Section 455 can only be cleanly avoided by: (a) genuine cash repayment without re-borrowing, (b) voting a real dividend (triggers personal Income Tax at dividend rates - usually 8.75% / 33.75% / 39.35% depending on band - so often comparable in tax cost to leaving Section 455 outstanding), (c) paying a salary / bonus via PAYE that clears the balance, (d) writing off the loan (creates personal income at dividend rates).

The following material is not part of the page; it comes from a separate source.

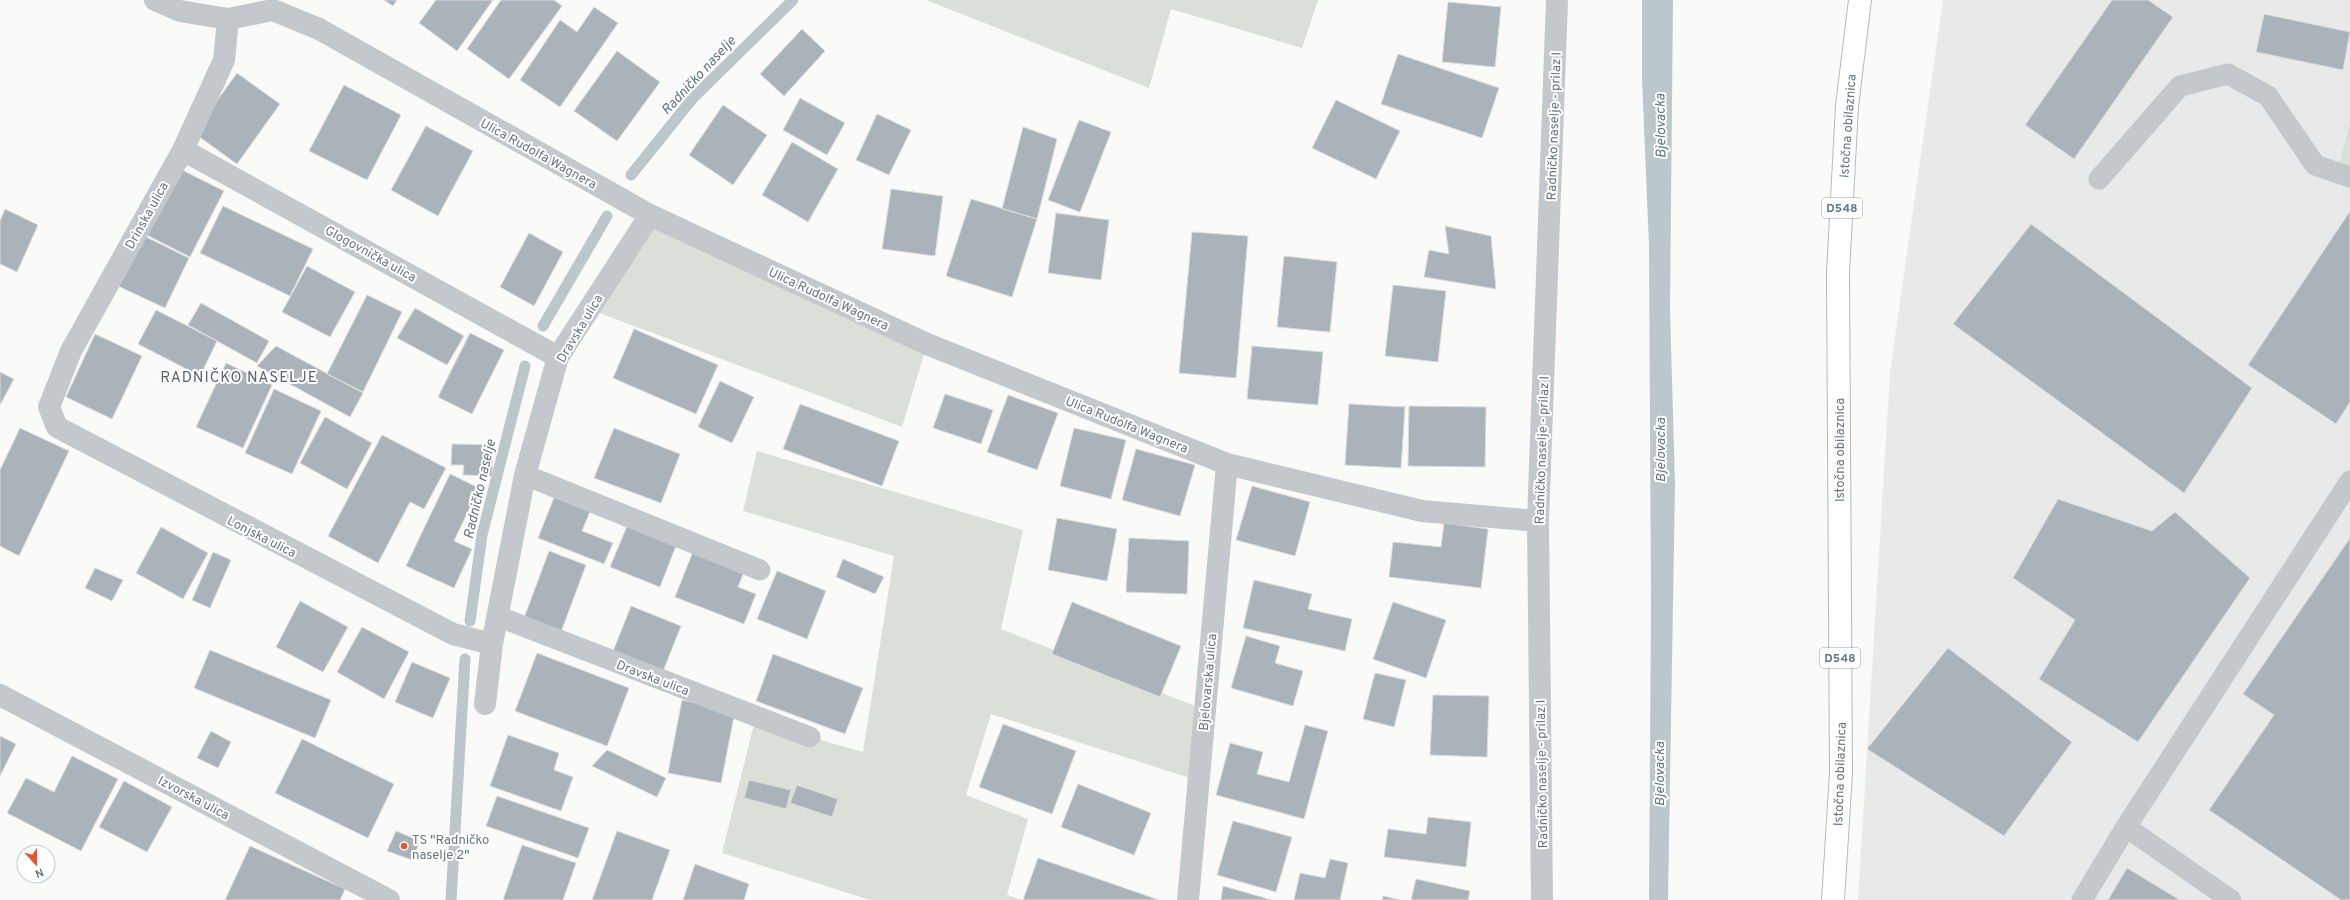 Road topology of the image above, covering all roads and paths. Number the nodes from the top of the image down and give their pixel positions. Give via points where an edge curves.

Frequently asked questions
What is a director's loan account (DLA)?
A DLA is the running ledger account in your limited company's books recording everything you've taken out vs put in as a director / shareholder, OTHER than legitimate salary, expenses, and dividends. Drawing money from the company beyond salary + dividends + expense reimbursements creates an OVERDRAWN DLA - effectively a loan from the company to you. Lending money to the company creates a CREDIT DLA balance - the company owes you. The accounts are kept by your accountant or via accounting software (Xero, FreeAgent, Sage). DLA balances are reported on the company's annual accounts (CT600 box 410 plus DLA note in the financial statements). HMRC scrutinises DLAs because they're a common route for tax-avoidance: founders extracting cash as "loan" instead of taxable dividend to defer or avoid Income Tax. Section 455 CTA 2010 + ITEPA 2003 sections 173-191 are the anti-avoidance framework.

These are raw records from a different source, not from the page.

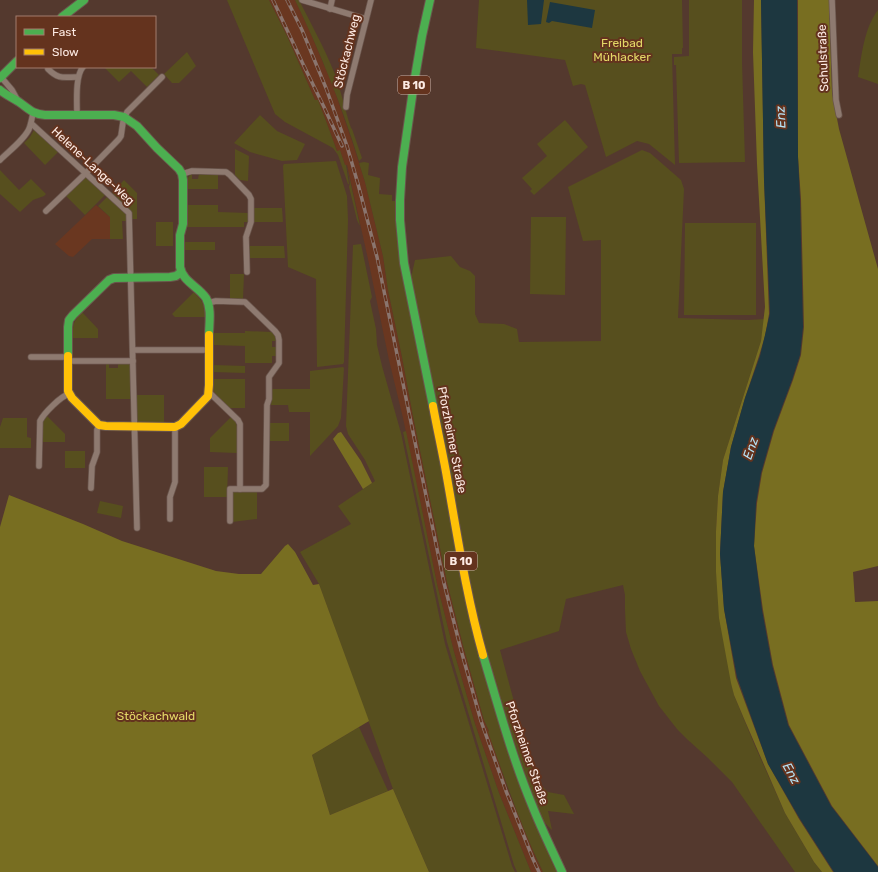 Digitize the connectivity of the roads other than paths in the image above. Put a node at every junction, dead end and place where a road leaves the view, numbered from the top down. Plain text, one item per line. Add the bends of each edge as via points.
1 (84, 0) edge
2 (302, 0) edge
3 (332, 0) edge
4 (372, 0) edge
5 (430, 0) edge
6 (832, 0) edge
7 (330, 9) junction
8 (63, 16) edge
9 (366, 19) junction
10 (16, 62) edge
11 (82, 68) edge
12 (48, 69) dead end
13 (1, 77) edge
14 (78, 77) junction
15 (162, 77) dead end
16 (0, 90) edge
17 (20, 103) junction
18 (346, 107) dead end
19 (34, 113) junction
20 (77, 115) junction
21 (839, 115) dead end
22 (124, 117) junction
23 (31, 124) junction
24 (0, 160) edge
25 (86, 173) junction
26 (182, 174) junction
27 (46, 211) dead end
28 (181, 272) junction
29 (247, 272) dead end
30 (131, 277) junction
31 (208, 303) junction
32 (133, 350) junction
33 (210, 350) junction
34 (31, 357) dead end
35 (68, 359) junction
36 (133, 361) junction
37 (209, 392) junction
38 (69, 394) junction
39 (99, 425) junction
40 (135, 427) junction
41 (175, 427) junction
42 (39, 466) dead end
43 (91, 488) dead end
44 (240, 489) junction
45 (170, 519) dead end
46 (230, 520) dead end
47 (137, 528) dead end
48 (562, 872) edge

1 - 8 main road
2 - 7 street
3 - 7 street
4 - 9 street, Stöckachweg
5 - 48 main road, Pforzheimer Straße / B 10 via 416,71 402,167 400,220 404,263 463,570 479,640 516,763
6 - 21 street, Schulstraße via 836,100
7 - 9 street
9 - 18 street, Stöckachweg
10 - 13 main road
11 - 14 street
12 - 14 street via 57,76
13 - 17 street
14 - 20 street
15 - 22 street via 130,107
16 - 17 main road
17 - 19 main road
19 - 20 main road
19 - 23 street
20 - 22 main road
22 - 25 street via 120,139
22 - 26 main road via 137,126
23 - 24 street via 24,136
23 - 25 street, Helene-Lange-Weg
25 - 27 street
25 - 30 street, Helene-Lange-Weg via 129,213
26 - 28 main road
26 - 29 street via 192,171 226,172 249,195 251,222 246,237
28 - 30 main road via 170,277
28 - 31 main road
30 - 32 street, Helene-Lange-Weg
30 - 35 main road via 108,280 71,318 68,324
31 - 33 main road
31 - 44 street via 245,302 275,331 279,340 279,363 269,377 266,485 262,489
32 - 33 street
32 - 36 street, Helene-Lange-Weg
33 - 37 main road
34 - 35 street
35 - 36 street
35 - 38 main road
36 - 40 street, Helene-Lange-Weg
37 - 41 main road via 206,399
37 - 44 street via 240,424
38 - 39 main road
38 - 42 street via 62,397 40,421
39 - 40 main road
39 - 43 street
40 - 41 main road
40 - 47 street, Helene-Lange-Weg
41 - 45 street via 175,482 170,497
44 - 46 street via 230,489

What is Section 455 tax and when does it apply?
Section 455 CTA 2010 imposes a 33.75% Corporation Tax charge on any overdrawn DLA balance that remains UNREPAID nine months and one day after the company's year-end. The deadline aligns with the normal Corporation Tax payment due date. Worked example: company year-end 31 March 2026. Director draws £30,000 net of salary / dividend during the year. At 31 March 2026 the DLA shows £30,000 overdrawn. Deadline to repay (or clear via dividend / bonus / written-off in tax-efficient way): 1 January 2027. If still outstanding on 2 January 2027: company pays £30,000 × 33.75% = £10,125 of Section 455 tax. This is on TOP of any BIK income tax / NI on cheap interest if the loan exceeded £10,000. Section 455 is REFUNDABLE when the loan is repaid (or written off) - claim via Form L2P, paid 9 months after the year-end in which repayment occurred. Effectively an interest-free loan to HMRC during the gap.

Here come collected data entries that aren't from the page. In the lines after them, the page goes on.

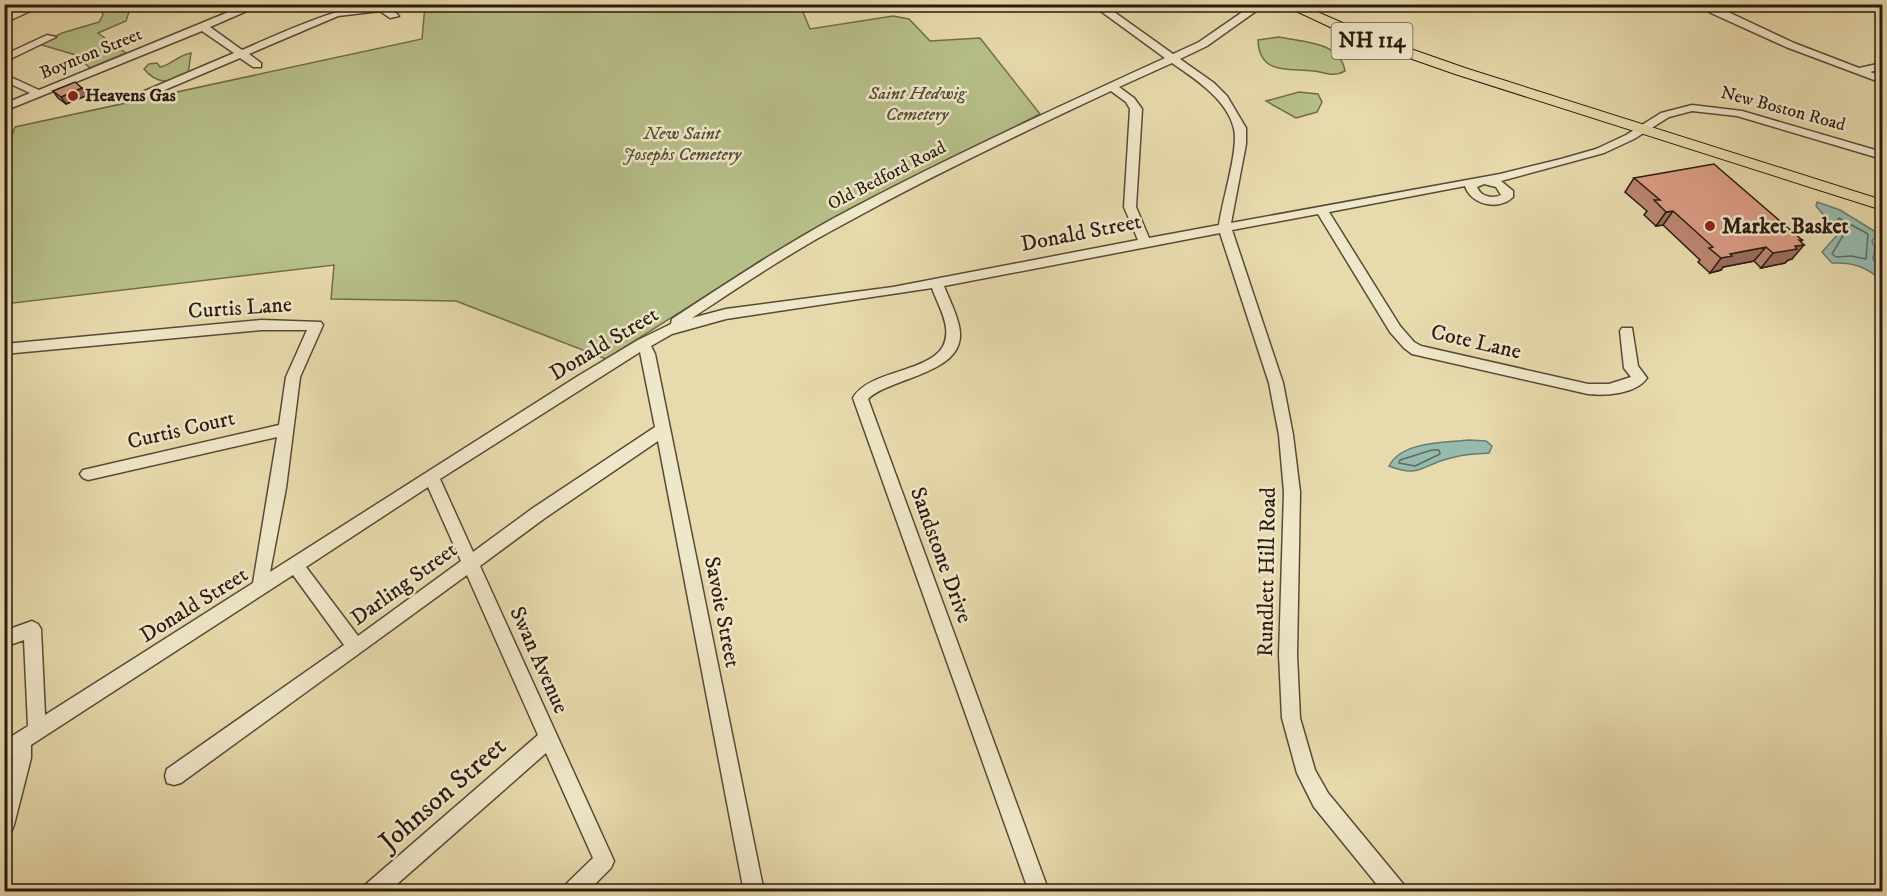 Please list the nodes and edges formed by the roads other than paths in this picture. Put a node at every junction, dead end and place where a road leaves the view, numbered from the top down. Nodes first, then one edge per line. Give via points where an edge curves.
1 (41, 4) edge
2 (258, 4) edge
3 (1096, 4) edge
4 (1260, 4) edge
5 (1287, 4) edge
6 (1702, 4) edge
7 (1744, 4) edge
8 (1714, 11) junction
9 (394, 16) dead end
10 (4, 20) edge
11 (203, 27) junction
12 (51, 37) dead end
13 (242, 54) junction
14 (4, 59) edge
15 (1173, 59) junction
16 (257, 65) dead end
17 (1882, 66) edge
18 (1859, 71) junction
19 (4, 77) edge
20 (1882, 80) edge
21 (1112, 87) junction
22 (38, 93) junction
23 (144, 95) dead end
24 (4, 108) edge
25 (1641, 130) junction
26 (1882, 156) edge
27 (1535, 168) junction
28 (1480, 180) junction
29 (1426, 192) junction
30 (1508, 194) junction
31 (1477, 196) junction
32 (1882, 205) edge
33 (1322, 211) junction
34 (1226, 229) junction
35 (1145, 243) junction
36 (937, 283) junction
37 (705, 303) junction
38 (726, 314) junction
39 (667, 330) junction
40 (1627, 331) dead end
41 (643, 343) junction
42 (4, 349) edge
43 (662, 429) junction
44 (284, 430) junction
45 (88, 474) dead end
46 (432, 478) junction
47 (471, 563) junction
48 (296, 567) junction
49 (262, 588) junction
50 (4, 639) edge
51 (356, 647) junction
52 (29, 736) junction
53 (549, 738) junction
54 (4, 752) edge
55 (174, 776) dead end
56 (4, 825) edge
57 (372, 891) edge
58 (572, 891) edge
59 (754, 891) edge
60 (1039, 891) edge
61 (1397, 891) edge

1 - 10 street
2 - 11 street, Boynton Street
3 - 15 street
4 - 15 street, Old Bedford Road via 1214,37
5 - 25 main road, NH 114 via 1387,46
6 - 8 street
7 - 8 street
8 - 18 street
9 - 13 street via 382,8 342,12
11 - 13 street
11 - 22 street, Boynton Street
12 - 14 street
13 - 16 street
13 - 23 street
15 - 21 street, Old Bedford Road
15 - 34 street via 1223,98 1240,128
17 - 18 street
18 - 20 street
19 - 22 street
21 - 35 street via 1136,109 1130,207
21 - 37 street, Old Bedford Road via 839,221
22 - 24 street, Boynton Street
25 - 26 street, New Boston Road via 1682,109 1720,110
25 - 27 street, Donald Street via 1600,151
25 - 32 main road, NH 114
27 - 28 street, Donald Street
27 - 30 street, Donald Street via 1515,180
28 - 29 street, Donald Street
28 - 30 street via 1500,184
28 - 31 street via 1473,182 1471,188
29 - 31 street, Donald Street
29 - 33 street, Donald Street
30 - 31 street, Donald Street via 1499,201
33 - 34 street, Donald Street
33 - 40 street, Cote Lane via 1395,329 1417,350 1605,390 1622,388 1641,378 1632,368
34 - 35 street, Donald Street
34 - 61 street, Rundlett Hill Road via 1276,383 1286,435 1292,512 1288,692 1297,745 1321,800
35 - 36 street, Donald Street
36 - 38 street, Donald Street
36 - 60 street, Sandstone Drive via 953,328 948,350 926,368 866,389 860,398
37 - 38 street
37 - 39 street, Old Bedford Road
38 - 39 street, Donald Street
39 - 41 street, Donald Street
41 - 43 street, Savoie Street
41 - 46 street, Donald Street
42 - 44 street, Curtis Lane via 261,325 316,325 293,377
43 - 47 street, Darling Street
43 - 59 street, Savoie Street
44 - 45 street, Curtis Court
44 - 49 street, Curtis Lane via 278,488 260,580
46 - 47 street, Swan Avenue
46 - 48 street, Donald Street
47 - 51 street, Darling Street
47 - 53 street, Swan Avenue
48 - 49 street, Donald Street
48 - 51 street
49 - 52 street, Donald Street
50 - 52 street via 32,629
51 - 55 street, Darling Street
52 - 54 street, Donald Street
52 - 56 street
53 - 57 street, Johnson Street
53 - 58 street, Swan Avenue via 604,861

How is the cheap-interest benefit-in-kind calculated?
If your DLA balance EVER exceeds £10,000 during a tax year (Section 175 ITEPA 2003), you have a "cheap loan" benefit-in-kind unless you pay the company interest at HMRC's "official rate". For 2026/27 the official rate is 2.25% per annum (set by HMRC quarterly, can change mid-year). Calculation methods: Strict / average method (default) - BIK value = ((opening + closing balance) / 2) × official rate. Alternative / precise method - calculate daily interest at official rate, less interest actually paid by director. The director can elect for alternative if more favourable. The BIK value is taxed via the director's personal tax return at marginal Income Tax rates 40% / 45% PLUS the company pays Class 1A employer NI at 15% on the BIK. Worked example: £30,000 average DLA balance × 2.25% = £675 BIK. Higher-rate director pays £270 IT; company pays £101 Class 1A NI = £371 total cost. Pay 2.25% interest to the company yourself = zero BIK (but the company has £675 of taxable income).
Can I avoid Section 455 by repaying then re-borrowing?
No - this is "bed and breakfasting" and explicitly anti-avoided by Sections 464A-C CTA 2010 since April 2013. Three anti-avoidance rules: (1) 30-day rule - if you repay £5,000+ and then re-borrow £5,000+ within 30 days, the repayment is treated as having matched against an EARLIER advance, not against the current outstanding balance. Defeats the "repay just before 9m1d, re-borrow next week" trick. (2) Arrangements rule - if at the time of repayment there were any arrangements (formal or informal) for the director to receive further advances totalling £15,000+, the repayment is similarly disallowed. Wider net than the 30-day rule. (3) "Bed and breakfast" using dividend - voting a dividend to clear the DLA and then immediately re-drawing on the cleared DLA still works, BECAUSE the dividend creates real taxable income (no avoidance). But if the dividend is later revoked / reversed, HMRC can challenge as sham. Bottom line: Section 455 can only be cleanly avoided by (a) genuine repayment in cash without re-borrowing, (b) voting a legitimate dividend that triggers personal income tax, (c) writing off the loan (which creates personal income for the director taxable at dividend rates).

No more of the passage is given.